I do love old-school SNL.

So how is this analogous to MarkLogic?… very simple. Business users typically understand technology on a 1 to 1 basis. They understand that the search engine is used for searching documents and the content management system is used to change content on their web site and the database is used to store, well… data. MarkLogic simply does not fit the 1 to 1 model in the way most business users have been trained to understand technology, it is a “disruptive technology”. MarkLogic is really a platform to build countless applications to leverage any unstructured content. So what does that mean? Think about all the content/”stuff” you have that is valuable but would not naturally be a fit to be managed in a spreadsheet/database (e.g. it would probably not make sense to put your meeting notes, videos, mp3s, family photos, or this blog into a spreadsheet/database). So lets take a look at some practical MarkLogic use case examples:

Publishing - This is clearly MarkLogic’s sweet spot. After all… who has more unstructured content than a publisher? Now publishers not only have a good way to store and manage their books/magazines/journals/etc. but they can now easily create content “mashups”. What is a content mashup? Think of a student being able to buy individual chapters (or paragraphs for that matter) across multiple books instead of wasting money on content that he/she doesn’t need.

The “S” word - If you go to the MarkLogic website, you will not (at least at the time of this blog post) see Search as one of the categories under their solutions tab. This is really too bad as MarkLogic is an extremely powerful search engine. For instance, we were engaged by a large Association recently that was already using MarkLogic for publishing. This Association realized the power of MarkLogic’s search capabilities and asked us to develop a roadmap for replacing their Lucene/Solr search implementation with MarkLogic (I called it Lucene bypass surgery). They not only saw the value of using MarkLogic for search but how they could reduce costs from collapsing a layer of infrastructure, reducing support and training costs, and eliminating risk from an overly complex system. If MarkLogic ever takes on the other search vendors head to head – watch out Endeca, Autonomy, Fast, etc., etc.

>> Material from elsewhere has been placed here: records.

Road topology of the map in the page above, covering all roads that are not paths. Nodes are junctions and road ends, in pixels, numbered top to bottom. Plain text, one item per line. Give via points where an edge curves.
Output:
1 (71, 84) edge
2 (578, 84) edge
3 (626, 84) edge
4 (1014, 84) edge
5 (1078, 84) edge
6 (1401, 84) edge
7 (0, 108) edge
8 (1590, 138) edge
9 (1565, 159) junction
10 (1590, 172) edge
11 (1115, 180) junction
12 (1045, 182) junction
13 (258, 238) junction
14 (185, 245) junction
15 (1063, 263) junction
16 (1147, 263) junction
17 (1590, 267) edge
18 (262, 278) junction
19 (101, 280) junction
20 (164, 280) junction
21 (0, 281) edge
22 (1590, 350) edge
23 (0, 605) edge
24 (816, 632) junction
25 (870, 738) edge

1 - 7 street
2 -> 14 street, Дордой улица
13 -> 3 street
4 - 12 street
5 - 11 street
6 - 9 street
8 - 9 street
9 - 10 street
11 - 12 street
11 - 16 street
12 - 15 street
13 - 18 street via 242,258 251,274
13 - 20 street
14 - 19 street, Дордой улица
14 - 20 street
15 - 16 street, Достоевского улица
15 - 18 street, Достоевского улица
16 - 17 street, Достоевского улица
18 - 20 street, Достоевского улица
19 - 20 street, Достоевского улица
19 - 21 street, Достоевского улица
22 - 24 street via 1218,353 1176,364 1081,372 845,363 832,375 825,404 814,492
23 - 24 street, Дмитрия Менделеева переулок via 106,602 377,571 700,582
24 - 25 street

Web Content Management (WCM) - WCM on MarkLogic is simply a natural extension of how to leverage your content and software investment. Avalon has been working with MarkLogic on developing a simple WCM interface to abstract all of the technical mumbo jumbo and put a straight-forward WYSIWYG interface to manage a web site with content stored in MarkLogic. More info here: http://avalonconsult.com/solutions/tools/wcm_for_marklogic

If I told you I would have to kill you - Life would be much more simple for our security agencies if al-Queda and the Mexican drug cartels would establish data centers, we could just hack into them and know what they were up to. It seems the bad guys tend to shy away from structured data (can’t imagine why). Now I don’t claim to know the exact use case(s) of how the US “three letter agencies” use MarkLogic but it is obviously valuable to be able to manage and analyze a ton of unstructured “intel”.

This is just a small sample of the applications MarkLogic can power. Geospatial, mobile, and metadata applications are just a few others that deserve attention for a MarkLogic solution.

So for all you business users out there. Don’t stress when someone in your organization comes up to you and says “I have an idea for a product that will serve our (insert your unstructured content need here) and it might also work as a (insert your other unstructured content need here). MarkLogic is the “New Shimmer” of technology… it simply works well for multiple applications.